Cyclone Chapala slammed into Yemen earlier this week, a rare occurrence in the region, displacing tens of thousands and creating an acute humanitarian problem in a region already steeped in civil war and pervasive poverty.
The storm, with its extremely heavy rains and flooding, affected as many as 1.1 million people, and displaced more than 36,000, according to the United Nations Office for the Coordination of Humanitarian Affairs (OCHA). The agency said that an airlift was being prepared for Socotra Island, where three people reportedly died from the storm.
Phil Klotzbach, a meteorologist at the Tropical Meteorology Project at Colorado State University, said that Cyclone Chapala was the first hurricane-strength storm to hit Yemen since the 1940s, and the first tropical storm-strength tempest to hit the country since 1960 — with the caveat that historical records from the region are not good. (Hurricanes in the Indian Ocean are called cyclones.)
It's more common for cyclones to impact neighboring Oman than Yemen, Klotzbach said.
"This Chapala storm is the second-strongest storm in the Arabian Sea, on record," he said. Records date to roughly 1990. He estimated that it was a category-one storm when it made landfall. The strongest storm was Cyclone Gonu, which hit Oman in 2007.
(Video via NASA)
While the water in the Arabian Sea is typically warm, which is good for hurricane formation, usually this region has high wind shear, which is bad for cyclone formation. Lower shear levels permitted this storm to form, he said.
Klotzbach referred to Cyclone Chapala as "unusual but not unprecedented."
The storm is unusual for another reason, said Amato Evan, an assistant professor at Scripps Institution of Oceanography at the University of California, San Diego. He said that when there is a cyclone in this region, it is more common for it to occur before the monsoon in India. This storm occurred post-monsoon.
"We've never had a really strong storm in this post-monsoon period," Evan said. "We've never had this kind of just really perfect conditions for a big storm to form, in the Arabian Sea, in this post-monsoon period."
Evan is the coauthor of a 2011 study in the journal Nature that argued that there was a connection between cyclones in the region and air pollution from the Indian subcontinent. That study posits that the air pollution can actually inhibit wind shear, allowing for more powerful storms to form.

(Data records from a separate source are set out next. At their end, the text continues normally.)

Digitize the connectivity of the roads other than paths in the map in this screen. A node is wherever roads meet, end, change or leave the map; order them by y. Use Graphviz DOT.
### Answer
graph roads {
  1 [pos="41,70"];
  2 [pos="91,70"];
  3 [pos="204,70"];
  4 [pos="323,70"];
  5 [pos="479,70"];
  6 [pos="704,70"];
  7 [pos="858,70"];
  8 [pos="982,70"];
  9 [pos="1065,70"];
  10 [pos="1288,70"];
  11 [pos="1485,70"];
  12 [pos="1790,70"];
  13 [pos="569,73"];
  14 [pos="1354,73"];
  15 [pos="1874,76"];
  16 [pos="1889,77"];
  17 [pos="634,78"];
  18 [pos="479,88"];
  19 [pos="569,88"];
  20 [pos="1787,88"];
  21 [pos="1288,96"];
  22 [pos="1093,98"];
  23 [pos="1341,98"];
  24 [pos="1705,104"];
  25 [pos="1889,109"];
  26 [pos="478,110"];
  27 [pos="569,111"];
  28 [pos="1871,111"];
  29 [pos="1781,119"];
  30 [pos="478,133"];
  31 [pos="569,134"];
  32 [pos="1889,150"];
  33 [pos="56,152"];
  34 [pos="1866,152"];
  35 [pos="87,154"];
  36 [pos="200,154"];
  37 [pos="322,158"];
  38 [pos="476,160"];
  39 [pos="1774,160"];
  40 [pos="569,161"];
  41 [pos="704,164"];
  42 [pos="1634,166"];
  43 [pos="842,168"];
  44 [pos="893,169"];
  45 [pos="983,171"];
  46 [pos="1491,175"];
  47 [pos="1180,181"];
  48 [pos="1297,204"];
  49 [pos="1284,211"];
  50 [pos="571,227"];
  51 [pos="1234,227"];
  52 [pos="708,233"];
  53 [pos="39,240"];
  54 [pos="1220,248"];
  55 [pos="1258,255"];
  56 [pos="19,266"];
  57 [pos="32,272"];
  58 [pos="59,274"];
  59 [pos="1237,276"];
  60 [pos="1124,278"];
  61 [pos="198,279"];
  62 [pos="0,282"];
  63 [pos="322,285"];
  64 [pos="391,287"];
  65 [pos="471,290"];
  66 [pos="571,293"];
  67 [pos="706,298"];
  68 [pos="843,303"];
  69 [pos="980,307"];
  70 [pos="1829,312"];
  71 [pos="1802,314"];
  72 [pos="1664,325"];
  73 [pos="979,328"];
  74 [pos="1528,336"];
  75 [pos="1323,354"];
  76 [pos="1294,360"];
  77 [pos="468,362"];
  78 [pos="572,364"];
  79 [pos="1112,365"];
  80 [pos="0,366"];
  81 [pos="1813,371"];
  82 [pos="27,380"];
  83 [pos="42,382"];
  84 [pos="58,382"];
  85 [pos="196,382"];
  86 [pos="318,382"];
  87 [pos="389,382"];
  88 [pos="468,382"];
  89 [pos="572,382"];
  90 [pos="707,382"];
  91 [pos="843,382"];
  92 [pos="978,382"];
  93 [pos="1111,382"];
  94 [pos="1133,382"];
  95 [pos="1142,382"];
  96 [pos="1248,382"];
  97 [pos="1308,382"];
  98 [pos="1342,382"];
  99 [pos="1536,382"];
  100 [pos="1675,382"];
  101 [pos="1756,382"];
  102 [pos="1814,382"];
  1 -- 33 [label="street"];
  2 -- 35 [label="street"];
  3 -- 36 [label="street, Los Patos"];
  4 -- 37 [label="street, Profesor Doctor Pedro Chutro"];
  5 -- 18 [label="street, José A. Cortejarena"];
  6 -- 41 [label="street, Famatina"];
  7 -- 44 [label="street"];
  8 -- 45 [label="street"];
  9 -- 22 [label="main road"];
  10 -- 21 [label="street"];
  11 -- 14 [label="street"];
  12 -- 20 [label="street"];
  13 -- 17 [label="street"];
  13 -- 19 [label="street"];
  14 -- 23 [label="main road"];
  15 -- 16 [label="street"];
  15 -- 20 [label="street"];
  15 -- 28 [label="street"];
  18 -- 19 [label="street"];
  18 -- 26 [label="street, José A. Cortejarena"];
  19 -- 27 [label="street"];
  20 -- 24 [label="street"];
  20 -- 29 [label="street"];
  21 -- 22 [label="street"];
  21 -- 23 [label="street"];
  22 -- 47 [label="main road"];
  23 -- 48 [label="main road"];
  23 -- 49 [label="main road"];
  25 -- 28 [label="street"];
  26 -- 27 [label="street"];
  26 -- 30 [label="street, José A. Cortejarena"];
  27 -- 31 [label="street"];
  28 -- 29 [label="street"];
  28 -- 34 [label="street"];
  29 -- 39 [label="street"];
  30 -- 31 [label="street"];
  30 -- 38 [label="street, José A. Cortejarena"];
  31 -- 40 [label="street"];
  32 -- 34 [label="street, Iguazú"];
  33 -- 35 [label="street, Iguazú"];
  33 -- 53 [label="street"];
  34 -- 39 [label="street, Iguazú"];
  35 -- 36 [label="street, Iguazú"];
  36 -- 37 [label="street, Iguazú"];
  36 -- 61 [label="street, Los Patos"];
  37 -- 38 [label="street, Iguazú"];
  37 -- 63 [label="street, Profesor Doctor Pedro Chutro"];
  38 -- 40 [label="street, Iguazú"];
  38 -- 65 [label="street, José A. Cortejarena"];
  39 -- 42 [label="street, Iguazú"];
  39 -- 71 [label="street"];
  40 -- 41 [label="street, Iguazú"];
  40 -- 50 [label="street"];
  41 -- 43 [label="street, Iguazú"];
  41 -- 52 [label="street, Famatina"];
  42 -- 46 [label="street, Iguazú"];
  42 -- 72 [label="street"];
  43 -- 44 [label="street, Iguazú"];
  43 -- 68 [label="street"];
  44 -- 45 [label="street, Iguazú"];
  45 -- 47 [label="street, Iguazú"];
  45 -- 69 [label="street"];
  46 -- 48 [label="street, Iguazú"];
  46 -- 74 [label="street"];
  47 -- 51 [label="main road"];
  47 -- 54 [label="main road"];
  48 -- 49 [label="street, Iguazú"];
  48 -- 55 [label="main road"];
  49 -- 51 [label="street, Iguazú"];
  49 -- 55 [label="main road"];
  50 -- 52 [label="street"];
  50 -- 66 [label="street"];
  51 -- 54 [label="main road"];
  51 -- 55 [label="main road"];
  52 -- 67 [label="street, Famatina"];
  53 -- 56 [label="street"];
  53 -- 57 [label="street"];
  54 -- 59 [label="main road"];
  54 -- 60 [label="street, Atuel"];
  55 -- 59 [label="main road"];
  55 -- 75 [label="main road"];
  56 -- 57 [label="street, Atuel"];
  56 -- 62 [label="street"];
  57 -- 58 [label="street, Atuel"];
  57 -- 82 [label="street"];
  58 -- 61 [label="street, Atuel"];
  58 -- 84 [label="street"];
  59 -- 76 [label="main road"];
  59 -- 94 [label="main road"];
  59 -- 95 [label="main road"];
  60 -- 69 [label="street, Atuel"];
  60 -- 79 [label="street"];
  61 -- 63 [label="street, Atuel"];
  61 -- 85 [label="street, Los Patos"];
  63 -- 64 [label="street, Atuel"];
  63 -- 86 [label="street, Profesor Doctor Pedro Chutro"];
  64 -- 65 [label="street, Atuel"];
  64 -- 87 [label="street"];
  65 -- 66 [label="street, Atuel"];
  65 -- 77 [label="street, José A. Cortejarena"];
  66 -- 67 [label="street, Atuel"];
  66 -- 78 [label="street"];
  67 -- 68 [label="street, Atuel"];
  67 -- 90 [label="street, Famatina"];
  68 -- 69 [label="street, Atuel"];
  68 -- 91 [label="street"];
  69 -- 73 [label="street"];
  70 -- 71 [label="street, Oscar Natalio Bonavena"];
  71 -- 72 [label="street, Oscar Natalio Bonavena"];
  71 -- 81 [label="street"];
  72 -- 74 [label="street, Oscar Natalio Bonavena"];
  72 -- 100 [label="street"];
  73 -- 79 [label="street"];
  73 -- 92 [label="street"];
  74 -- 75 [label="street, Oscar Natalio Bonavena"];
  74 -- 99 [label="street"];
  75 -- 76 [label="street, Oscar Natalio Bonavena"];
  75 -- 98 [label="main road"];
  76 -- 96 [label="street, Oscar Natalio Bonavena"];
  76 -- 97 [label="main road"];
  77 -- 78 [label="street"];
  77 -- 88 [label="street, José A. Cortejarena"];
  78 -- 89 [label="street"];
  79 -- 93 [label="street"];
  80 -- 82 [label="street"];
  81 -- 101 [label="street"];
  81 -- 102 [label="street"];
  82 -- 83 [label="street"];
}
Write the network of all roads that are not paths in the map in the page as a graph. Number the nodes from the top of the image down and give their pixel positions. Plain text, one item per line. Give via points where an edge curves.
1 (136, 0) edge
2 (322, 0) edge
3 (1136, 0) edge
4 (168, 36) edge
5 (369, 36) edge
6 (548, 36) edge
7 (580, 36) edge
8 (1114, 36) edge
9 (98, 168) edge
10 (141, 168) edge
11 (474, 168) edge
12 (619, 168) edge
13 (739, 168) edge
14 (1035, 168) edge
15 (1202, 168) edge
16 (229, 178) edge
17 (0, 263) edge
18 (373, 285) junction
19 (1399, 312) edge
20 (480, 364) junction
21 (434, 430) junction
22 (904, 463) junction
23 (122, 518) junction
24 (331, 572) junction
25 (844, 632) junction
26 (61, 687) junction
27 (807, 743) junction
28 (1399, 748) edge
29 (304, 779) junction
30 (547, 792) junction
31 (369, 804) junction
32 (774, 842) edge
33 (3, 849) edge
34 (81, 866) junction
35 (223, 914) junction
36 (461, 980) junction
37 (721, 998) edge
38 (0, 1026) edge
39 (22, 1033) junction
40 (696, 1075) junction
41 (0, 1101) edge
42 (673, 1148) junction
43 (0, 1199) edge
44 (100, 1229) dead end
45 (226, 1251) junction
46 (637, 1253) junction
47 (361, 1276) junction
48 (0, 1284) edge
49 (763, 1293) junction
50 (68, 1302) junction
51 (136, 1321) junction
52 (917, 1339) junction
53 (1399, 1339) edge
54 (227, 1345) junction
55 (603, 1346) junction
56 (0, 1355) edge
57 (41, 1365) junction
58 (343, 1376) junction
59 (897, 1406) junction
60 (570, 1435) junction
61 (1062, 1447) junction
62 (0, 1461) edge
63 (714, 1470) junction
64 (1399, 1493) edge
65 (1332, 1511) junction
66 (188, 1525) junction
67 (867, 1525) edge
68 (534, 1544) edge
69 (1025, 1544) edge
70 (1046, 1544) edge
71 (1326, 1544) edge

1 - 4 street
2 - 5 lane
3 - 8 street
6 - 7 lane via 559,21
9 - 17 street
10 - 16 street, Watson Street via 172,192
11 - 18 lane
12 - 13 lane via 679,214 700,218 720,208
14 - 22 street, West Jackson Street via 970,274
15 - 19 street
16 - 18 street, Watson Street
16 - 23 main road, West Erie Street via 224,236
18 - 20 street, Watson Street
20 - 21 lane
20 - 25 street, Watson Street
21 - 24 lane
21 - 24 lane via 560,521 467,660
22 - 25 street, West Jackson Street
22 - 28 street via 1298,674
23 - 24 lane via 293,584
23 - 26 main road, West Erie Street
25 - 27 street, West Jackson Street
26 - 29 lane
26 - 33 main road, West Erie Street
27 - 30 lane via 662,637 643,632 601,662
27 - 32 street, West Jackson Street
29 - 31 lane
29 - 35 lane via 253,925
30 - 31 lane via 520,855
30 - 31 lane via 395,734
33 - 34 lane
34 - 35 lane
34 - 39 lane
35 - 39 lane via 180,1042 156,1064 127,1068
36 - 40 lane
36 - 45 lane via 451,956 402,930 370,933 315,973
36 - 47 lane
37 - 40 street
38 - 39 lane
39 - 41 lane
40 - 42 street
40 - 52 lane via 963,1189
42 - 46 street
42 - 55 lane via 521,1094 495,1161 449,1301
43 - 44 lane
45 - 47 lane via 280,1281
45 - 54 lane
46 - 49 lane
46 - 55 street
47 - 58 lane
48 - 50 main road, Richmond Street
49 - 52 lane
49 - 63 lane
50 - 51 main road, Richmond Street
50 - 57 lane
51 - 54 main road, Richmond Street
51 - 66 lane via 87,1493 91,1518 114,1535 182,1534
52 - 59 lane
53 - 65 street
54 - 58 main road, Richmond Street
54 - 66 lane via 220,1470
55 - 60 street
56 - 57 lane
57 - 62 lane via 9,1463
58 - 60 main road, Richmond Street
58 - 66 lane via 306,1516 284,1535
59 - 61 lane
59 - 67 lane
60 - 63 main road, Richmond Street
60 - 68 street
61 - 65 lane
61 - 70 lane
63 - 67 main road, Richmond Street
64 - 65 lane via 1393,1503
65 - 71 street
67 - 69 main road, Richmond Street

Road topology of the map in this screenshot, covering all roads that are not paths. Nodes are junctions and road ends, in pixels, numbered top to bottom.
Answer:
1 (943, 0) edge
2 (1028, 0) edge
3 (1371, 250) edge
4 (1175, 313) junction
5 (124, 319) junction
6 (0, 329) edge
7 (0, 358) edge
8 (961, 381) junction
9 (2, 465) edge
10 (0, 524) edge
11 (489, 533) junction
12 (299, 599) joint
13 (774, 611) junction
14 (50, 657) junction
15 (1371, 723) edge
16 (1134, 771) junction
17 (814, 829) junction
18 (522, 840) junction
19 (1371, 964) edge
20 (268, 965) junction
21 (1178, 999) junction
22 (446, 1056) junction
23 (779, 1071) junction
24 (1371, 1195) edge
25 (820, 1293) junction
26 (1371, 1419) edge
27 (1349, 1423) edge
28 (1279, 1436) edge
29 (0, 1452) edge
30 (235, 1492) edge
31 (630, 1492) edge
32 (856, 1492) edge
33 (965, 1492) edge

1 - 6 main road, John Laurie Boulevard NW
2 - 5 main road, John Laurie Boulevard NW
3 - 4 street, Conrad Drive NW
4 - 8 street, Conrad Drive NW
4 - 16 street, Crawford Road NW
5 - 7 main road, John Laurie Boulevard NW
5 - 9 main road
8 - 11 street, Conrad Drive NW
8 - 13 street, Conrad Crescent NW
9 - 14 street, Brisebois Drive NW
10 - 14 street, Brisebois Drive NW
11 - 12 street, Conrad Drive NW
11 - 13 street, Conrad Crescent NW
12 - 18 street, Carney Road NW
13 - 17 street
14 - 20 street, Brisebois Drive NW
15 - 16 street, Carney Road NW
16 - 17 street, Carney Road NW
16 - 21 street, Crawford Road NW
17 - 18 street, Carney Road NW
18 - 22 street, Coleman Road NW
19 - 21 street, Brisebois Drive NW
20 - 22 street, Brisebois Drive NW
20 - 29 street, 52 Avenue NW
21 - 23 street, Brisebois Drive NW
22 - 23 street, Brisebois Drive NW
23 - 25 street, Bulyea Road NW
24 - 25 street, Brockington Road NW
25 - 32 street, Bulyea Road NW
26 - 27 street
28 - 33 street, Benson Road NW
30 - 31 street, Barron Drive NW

Gabriel Vecchi, an oceanographer at NOAA's Geophysical Fluid Dynamics Laboratory, said that when thinking about a specific hurricane or cyclone, it's important to consider that storm's "narrative," or the literal factors that caused it, such as a lack of wind shear, or the winds that affected its certain path. He also noted that waters off Yemen were "anomalously warm" in recent days.
Then there are bigger factors that can affect the probability of a storm occurring, which are more difficult to nail down right away.
"If we find out that Chapala was more likely this year than other years, then we can start asking, well why was it more likely this year than other years," Vecchi told VICE News. One of those factors is the ongoing El Nino, he said, in which the tropical Pacific warms — but the western Indian Ocean warms up as well.
Then there's global warming as a potential factor to affect the probability of storms, he said.
"One of the things that there tends to be some agreement on [across different studies], is that the Arabian Sea, the northwest Indian Ocean— we expect it to be somewhat more favorable to tropical cyclones as you add greenhouse gases to the planet, and as the planet adjusts to those greenhouse gases," Vecchi said.
He added that the research about the effect of global warming on storms in this region is focused on end of this century. "So we need to be careful about over-interpreting these results about the end of the 21st-century when sitting in 2015," he said.
He compared the possible interplay of global warming and hurricanes to a professional athlete boosting his exercise regime. Imagine that athlete wins a game after training more. Did he win that game because of the extra training, or was it unrelated, and due to more specific game-time factors?
"I don't think I'm comfortable saying that global warming had a measurable impact [on] this storm at this moment," Vecchi said. "I'm not comfortable saying that I know it didn't… I am entirely open to either answer."